Another OS that has dropped support for 32-bit architecture. This is probably not an issue for most users as 32-bit processors are less common these days. If you have an older machine with a 32-bit processor, you can't slap on the latest and greatest *nix OS.
This... specifically the way he felt FreeBSD over complicated threads.
A simple implementation would be "every user space thread has a kernel thread". FreeBSD kind of went to the "lets give a lot of knobs and levers for people to play with." It went to something similar to the old Solaris multithreading model where you can say how many kernel threads for each user thread, or one kernel thread per app, or whatever combination. This added a lot of complexity. Ironically, this happened just as Solaris was moving to a much simpler 1:1 model.

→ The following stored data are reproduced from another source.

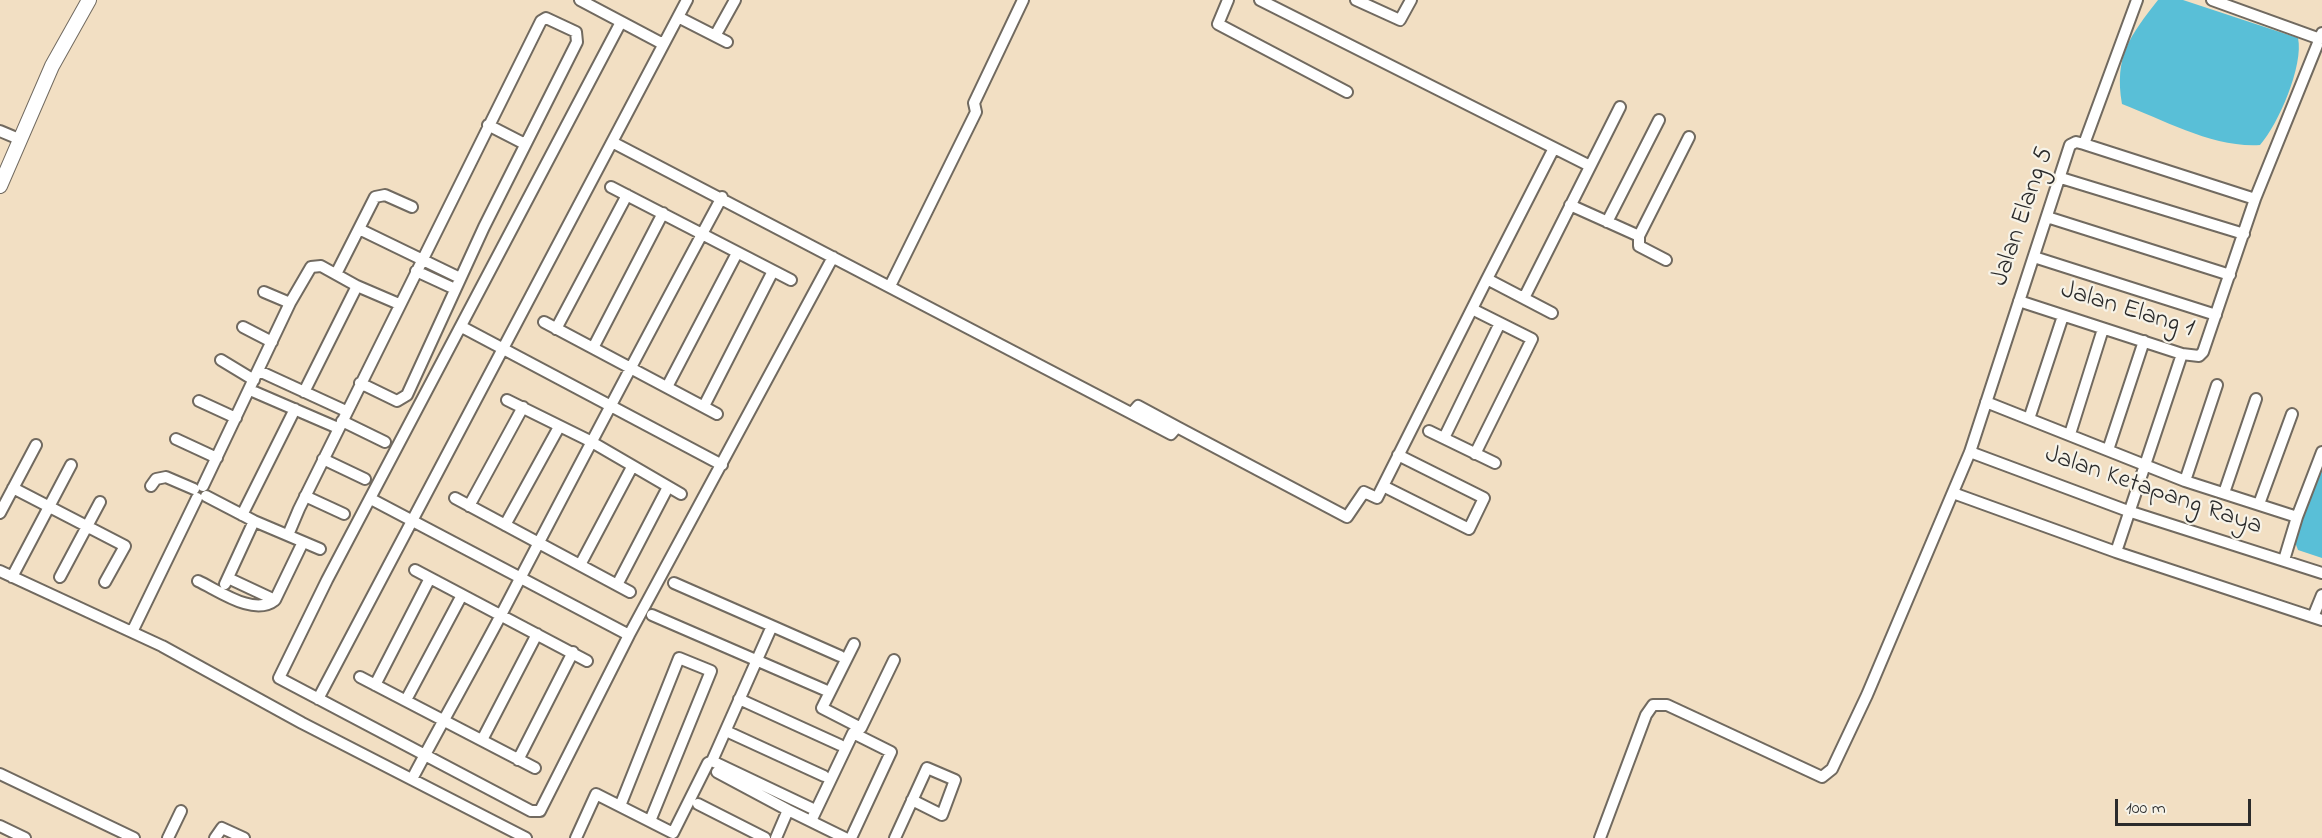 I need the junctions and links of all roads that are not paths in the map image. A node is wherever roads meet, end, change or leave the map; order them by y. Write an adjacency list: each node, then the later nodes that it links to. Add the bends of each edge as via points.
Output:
1 (89, 0): 24 (street, via 52,66)
2 (580, 0): 13 (street)
3 (687, 0): 12 (street)
4 (735, 0): 14 (street)
5 (1023, 0): 58 (street, via 974,103 976,112)
6 (1228, 0): 18 (street, via 1218,24)
7 (1260, 0): 28 (street)
8 (1356, 0): 9 (street, via 1400,20)
9 (1411, 0)
10 (2137, 0): 27 (street)
11 (2212, 0): 15 (street)
12 (678, 17): 14 (street); 17 (street)
13 (621, 22): 17 (street); 71 (street)
14 (716, 36): 16 (street)
15 (2321, 36): 35 (street, Jalan Elang 1)
16 (727, 42)
17 (663, 44): 25 (street)
18 (1347, 92)
19 (1620, 107): 29 (street)
20 (1659, 120): 40 (street)
21 (488, 125): 26 (street); 26 (street, via 541,21 546,18 570,28 576,32 576,42); 48 (street)
22 (0, 131): 24 (street)
23 (1689, 137): 44 (street)
24 (19, 139): 31 (street)
25 (612, 142): 34 (street); 77 (street)
26 (525, 144): 56 (street)
27 (2084, 144): 30 (street, Jalan Elang 5, via 2070,145); 35 (street, Jalan Elang 5)
28 (1554, 148): 29 (street); 54 (street)
29 (1590, 166): 36 (street)
30 (2061, 178): 39 (street, Jalan Elang 5); 43 (street)
31 (0, 186)
32 (611, 187): 33 (street)
33 (627, 195): 38 (street); 72 (street)
34 (722, 197): 42 (street); 46 (street)
35 (2255, 199): 43 (street, Jalan Elang 1)
36 (1570, 205): 40 (street); 60 (street)
37 (412, 207): 41 (street, via 380,194 371,203)
38 (663, 213): 42 (street); 76 (street)
39 (2046, 217): 47 (street, Jalan Elang 5); 53 (street)
40 (1607, 222): 44 (street)
41 (359, 229): 48 (street); 52 (street)
42 (702, 234): 45 (street); 80 (street)
43 (2244, 234): 53 (street, Jalan Elang 1)
44 (1639, 236): 49 (street, via 1639,246)
45 (737, 253): 51 (street); 84 (street)
46 (833, 257): 58 (street); 116 (street)
47 (2034, 257): 61 (street, Jalan Elang 5); 66 (street)
48 (421, 260): 50 (street); 56 (street)
49 (1666, 260)
50 (416, 271): 56 (street); 63 (street)
51 (773, 271): 55 (street); 91 (street)
52 (336, 274): 57 (street); 62 (street, via 321,266 311,267)
53 (2230, 275): 66 (street, Jalan Elang 1)
54 (1487, 279): 60 (street); 64 (street)
55 (791, 280)
56 (458, 283): 82 (street, via 407,395 397,401)
57 (357, 286): 63 (street); 85 (street)
58 (890, 286): 122 (street, via 1171,434 1177,427 1347,517 1364,492 1377,498)
59 (264, 292): 62 (street)
60 (1524, 298): 65 (street)
61 (2019, 301): 67 (street, Jalan Elang 1); 89 (street, Jalan Elang 5)
62 (290, 303): 75 (street)
63 (399, 304): 82 (street)
64 (1472, 309): 69 (street); 111 (street)
65 (1552, 313)
66 (2216, 315): 78 (street, Jalan Elang 1, via 2203,352 2196,358)
67 (2062, 316): 73 (street, Jalan Elang 1); 97 (street)
68 (544, 322): 72 (street)
69 (1500, 323): 102 (street); 110 (street, via 1532,339)
70 (243, 327): 75 (street)
71 (462, 327): 77 (street); 131 (street)
72 (556, 329): 76 (street)
73 (2103, 329): 74 (street, Jalan Elang 1); 101 (street)
74 (2144, 341): 78 (street, Jalan Elang 1); 107 (street)
75 (272, 342): 81 (street)
76 (592, 348): 80 (street)
77 (502, 349): 90 (street); 142 (street)
78 (2182, 354): 117 (street)
79 (221, 360): 81 (street)
80 (632, 369): 84 (street); 90 (street)
81 (254, 380): 85 (street); 93 (street); 96 (street)
82 (360, 383): 98 (street)
83 (2217, 385): 120 (street)
84 (667, 387): 91 (street)
85 (304, 392): 98 (street)
86 (2256, 399): 127 (street)
87 (507, 400): 92 (street)
88 (199, 401): 96 (street)
89 (1986, 402): 97 (street); 108 (street, Jalan Elang 5)
90 (610, 405): 104 (street); 116 (street)
91 (704, 406): 94 (street)
92 (523, 407): 99 (street); 135 (street)
93 (295, 409): 98 (street); 139 (street)
94 (717, 414)
95 (2292, 414): 133 (street)
96 (236, 418): 112 (street)
97 (2029, 419): 101 (street)
98 (342, 420): 105 (street); 113 (street)
99 (559, 427): 104 (street); 143 (street)
100 (1429, 431): 102 (street)
101 (2070, 434): 107 (street)
102 (1444, 438): 110 (street)
103 (176, 439): 112 (street)
104 (590, 441): 118 (street); 147 (street)
105 (385, 442)
106 (36, 445): 124 (street)
107 (2108, 450): 117 (street)
108 (1970, 452): 126 (street, Jalan Elang 5); 136 (street, Jalan Ketapang Raya)
109 (2322, 452): 140 (street)
110 (1475, 454): 114 (street)
111 (1398, 455): 122 (street); 122 (street, via 1484,498 1469,529)
112 (217, 458): 125 (street)
113 (323, 459): 119 (street); 129 (street)
114 (1495, 463)
115 (71, 465): 134 (street)
116 (722, 465): 175 (street)
117 (2146, 466): 120 (street); 136 (street)
118 (632, 467): 123 (street); 151 (street)
119 (365, 479)
120 (2185, 481): 127 (street)
121 (151, 486): 125 (street, via 161,476)
122 (1383, 486)
123 (668, 487): 128 (street); 163 (street)
124 (13, 488): 134 (street); 137 (street)
125 (200, 492): 139 (street); 173 (street)
126 (1953, 493): 149 (street); 222 (street, Jalan Elang 5, via 1867,695 1827,774 1822,777 1666,705 1653,705)
127 (2224, 493): 133 (street)
128 (681, 494)
129 (305, 496): 138 (street); 145 (street)
130 (455, 498): 135 (street)
131 (371, 499): 142 (street); 185 (street, via 279,674 282,681)
132 (100, 502): 144 (street)
133 (2259, 504): 140 (street)
134 (48, 506): 144 (street); 155 (street)
135 (469, 506): 143 (street)
136 (2128, 511): 149 (street); 150 (street, Jalan Ketapang Raya)
137 (0, 513)
138 (344, 514)
139 (242, 515): 141 (street)
140 (2297, 517): 150 (street)
141 (254, 521): 145 (street); 157 (street)
142 (412, 522): 159 (street); 185 (street)
143 (505, 525): 147 (street)
144 (86, 527): 156 (street); 161 (street, via 125,546)
145 (288, 535): 146 (street)
146 (303, 542): 148 (street); 168 (street)
147 (538, 542): 151 (street); 159 (street)
148 (320, 549)
149 (2116, 552): 171 (street)
150 (2284, 560): 154 (street, Jalan Ketapang Raya)
151 (580, 566): 163 (street)
152 (415, 570): 158 (street)
153 (0, 571): 155 (street)
154 (2322, 573)
155 (12, 577): 173 (street)
156 (60, 577)
157 (228, 578): 164 (street); 168 (street)
158 (430, 578): 166 (street); 183 (street)
159 (519, 578): 169 (street); 175 (street)
160 (198, 581): 164 (street)
161 (105, 582)
162 (674, 583): 172 (street)
163 (617, 585): 165 (street)
164 (221, 591): 168 (street, via 252,606 266,606)
165 (630, 592)
166 (462, 595): 169 (street); 187 (street)
167 (2322, 595): 171 (street)
168 (274, 600)
169 (501, 615): 174 (street); 188 (street)
170 (652, 615): 179 (street)
171 (2318, 619)
172 (772, 627): 178 (street); 179 (street)
173 (132, 632): 200 (street)
174 (537, 634): 177 (street); 191 (street)
175 (629, 635): 193 (street, via 540,811 531,811)
176 (854, 644): 189 (street, via 822,708)
177 (573, 652): 181 (street); 194 (street)
178 (840, 656)
179 (757, 660): 184 (street); 186 (street)
180 (894, 660): 189 (street)
181 (587, 661)
182 (360, 677): 183 (street)
183 (375, 685): 187 (street)
184 (825, 690)
185 (318, 699): 193 (street)
186 (739, 699): 190 (street); 192 (street)
187 (406, 700): 188 (street)
188 (443, 720): 191 (street); 193 (street)
189 (857, 730): 208 (street); 221 (street, via 891,752)
190 (726, 731): 195 (street); 199 (street)
191 (482, 740): 194 (street)
192 (840, 745)
193 (424, 756): 200 (street)
194 (518, 760): 196 (street)
195 (712, 761): 204 (street); 207 (street, via 673,833)
196 (535, 768)
197 (717, 772): 205 (street)
198 (0, 774): 212 (street)
199 (824, 776)
200 (412, 779): 216 (street)
201 (912, 800): 201 (street, via 927,768 955,780 942,814); 210 (street)
202 (698, 804): 218 (street)
203 (620, 806): 207 (street); 207 (street, via 679,658 711,671); 217 (street, via 596,794)
204 (811, 808)
205 (788, 810): 208 (street); 219 (street)
206 (181, 811): 213 (street)
207 (650, 821)
208 (811, 821): 220 (street)
209 (0, 826): 211 (street)
210 (900, 836)
211 (25, 838)
212 (134, 838)
213 (168, 838)
214 (215, 838): 215 (street, via 222,828)
215 (244, 838)
216 (526, 838)
217 (576, 838)
218 (765, 838)
219 (776, 838)
220 (844, 838)
221 (851, 838)
222 (1600, 838)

Dillon was worried that it would make it so complicated that only a handful of people could do any coding in the kernel scheduler. This for very little gain as most people couldn't do anything useful with those knobs and levers. He was kind of proven right. FreeBSD kind of stalled out for a bit.
That was the initial reason for the break. Over time, the design diverged to where he added more message passing architecture in the kernel, inspired by the Amiga's design.
What's a "Unix"?
Is it a system based on AT&T code? If so, how much AT&T code has to still be in it.

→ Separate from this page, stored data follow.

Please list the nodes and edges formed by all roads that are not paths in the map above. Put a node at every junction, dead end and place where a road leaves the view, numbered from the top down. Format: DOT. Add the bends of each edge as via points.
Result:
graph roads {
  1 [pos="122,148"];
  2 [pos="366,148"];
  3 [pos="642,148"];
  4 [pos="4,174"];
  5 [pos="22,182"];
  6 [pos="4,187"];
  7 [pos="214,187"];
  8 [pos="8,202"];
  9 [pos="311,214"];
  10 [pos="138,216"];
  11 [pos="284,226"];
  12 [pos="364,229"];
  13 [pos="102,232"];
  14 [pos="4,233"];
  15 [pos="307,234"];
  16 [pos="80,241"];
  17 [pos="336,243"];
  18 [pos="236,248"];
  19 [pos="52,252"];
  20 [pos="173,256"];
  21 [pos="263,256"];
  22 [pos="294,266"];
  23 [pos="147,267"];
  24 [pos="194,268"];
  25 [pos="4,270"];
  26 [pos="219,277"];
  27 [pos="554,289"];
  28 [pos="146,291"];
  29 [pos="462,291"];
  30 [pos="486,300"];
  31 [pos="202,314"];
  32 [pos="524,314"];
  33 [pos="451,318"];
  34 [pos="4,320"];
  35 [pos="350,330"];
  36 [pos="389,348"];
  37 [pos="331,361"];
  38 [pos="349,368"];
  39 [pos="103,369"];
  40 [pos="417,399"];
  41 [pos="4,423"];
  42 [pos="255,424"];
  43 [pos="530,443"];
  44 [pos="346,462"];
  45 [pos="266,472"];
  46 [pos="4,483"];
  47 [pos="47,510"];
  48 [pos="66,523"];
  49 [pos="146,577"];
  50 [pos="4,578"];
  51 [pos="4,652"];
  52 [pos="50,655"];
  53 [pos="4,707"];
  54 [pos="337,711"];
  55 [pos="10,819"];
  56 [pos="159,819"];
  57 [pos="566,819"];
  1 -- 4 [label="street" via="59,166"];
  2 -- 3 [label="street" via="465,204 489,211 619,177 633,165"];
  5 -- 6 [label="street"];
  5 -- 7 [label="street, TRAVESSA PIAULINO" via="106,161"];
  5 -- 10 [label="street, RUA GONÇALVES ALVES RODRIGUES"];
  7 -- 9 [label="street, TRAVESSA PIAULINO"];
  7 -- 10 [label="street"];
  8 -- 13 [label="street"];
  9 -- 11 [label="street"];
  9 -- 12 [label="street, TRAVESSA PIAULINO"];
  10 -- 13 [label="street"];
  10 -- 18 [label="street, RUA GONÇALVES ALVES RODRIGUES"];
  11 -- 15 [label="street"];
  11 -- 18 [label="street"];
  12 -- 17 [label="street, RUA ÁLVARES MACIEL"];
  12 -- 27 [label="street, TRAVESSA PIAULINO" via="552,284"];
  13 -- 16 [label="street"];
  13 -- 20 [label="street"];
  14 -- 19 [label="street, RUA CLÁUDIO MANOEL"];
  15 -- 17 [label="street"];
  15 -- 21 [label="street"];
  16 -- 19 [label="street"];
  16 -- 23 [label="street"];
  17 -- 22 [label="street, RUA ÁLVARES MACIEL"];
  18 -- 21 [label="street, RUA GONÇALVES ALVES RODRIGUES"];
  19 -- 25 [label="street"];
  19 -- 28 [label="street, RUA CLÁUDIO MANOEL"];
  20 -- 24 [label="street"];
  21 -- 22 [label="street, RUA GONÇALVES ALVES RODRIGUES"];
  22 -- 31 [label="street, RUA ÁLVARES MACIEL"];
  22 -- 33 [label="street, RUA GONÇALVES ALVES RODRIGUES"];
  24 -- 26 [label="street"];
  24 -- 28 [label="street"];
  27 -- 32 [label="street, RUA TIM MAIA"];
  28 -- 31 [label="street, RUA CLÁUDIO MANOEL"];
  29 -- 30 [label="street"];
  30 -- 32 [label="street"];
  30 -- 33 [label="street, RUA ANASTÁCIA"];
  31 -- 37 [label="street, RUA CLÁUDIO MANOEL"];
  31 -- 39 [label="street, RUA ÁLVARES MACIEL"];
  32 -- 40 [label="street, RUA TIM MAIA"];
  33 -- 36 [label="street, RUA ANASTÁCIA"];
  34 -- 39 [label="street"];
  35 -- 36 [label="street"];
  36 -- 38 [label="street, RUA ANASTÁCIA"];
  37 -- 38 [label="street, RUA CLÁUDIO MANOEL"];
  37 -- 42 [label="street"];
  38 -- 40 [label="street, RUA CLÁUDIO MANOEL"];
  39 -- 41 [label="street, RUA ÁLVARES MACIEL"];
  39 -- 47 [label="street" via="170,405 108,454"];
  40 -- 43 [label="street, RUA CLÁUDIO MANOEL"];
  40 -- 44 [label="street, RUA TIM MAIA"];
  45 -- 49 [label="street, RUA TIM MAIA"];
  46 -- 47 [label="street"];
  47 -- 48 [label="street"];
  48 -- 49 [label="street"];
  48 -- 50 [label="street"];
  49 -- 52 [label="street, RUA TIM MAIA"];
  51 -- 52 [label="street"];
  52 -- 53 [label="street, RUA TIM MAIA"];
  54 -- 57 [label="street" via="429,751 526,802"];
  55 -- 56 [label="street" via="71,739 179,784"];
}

Yes. Legally, all AT&T derived systems are grandfathered in as part of the License agreement which exclusively licensed the trademark to The Open Group for relicensing to third parties. For example, the transferrable SVR3 and SVR4 source licenses I own as a result of being sold surplus Class C computing equipment by Weber State University under their blanket source licenses mean my port of SVR3 to the Amiga I did for giggles, is legally UNIX.
Is it a system that passes the Single UNIX Specification test suite and whose supplier is thus allowed to license the "Unix" trademark?
Only if they subsequently license the trademark. If so, then it's UNIX. If they don't license the trademark, even if it passes the tests (which must also be licensed from The Open Group), or if they fail to register a compliance statement, and have it certified, it's not UNIX. Mac OS X, for example, is UNIX. iOS on the iPad, iPod Touch, and iPhone isn't UNIX -- and can't be; certain required interfaces are conditionally compiled out, as a space saving measure, and additional user space commands are not compiled for the publicly released versions.
Is it a system with a Unix-compatible API?
No. A system with a Unix-compatible API can pass the VSX, VSTH, and VSRT test suites, but unless the user space is there, it can't pass the VSC test suite, nor can it pass the compilation environment test suite, which include ISO C certification of the compiler and libraries, as well as passing negative assertion tests for namespace pollution on the header files (Linux/glibc/glibc2 have serious header file problems; so do the *BSDs). Android can't pass because it fails on threading API compliance with the VSTH test, partly because of the "Bionic" libc implementation having deficiencies (it would take a small amount of work to pass the VSX tests in that regard, but threads are the biggie).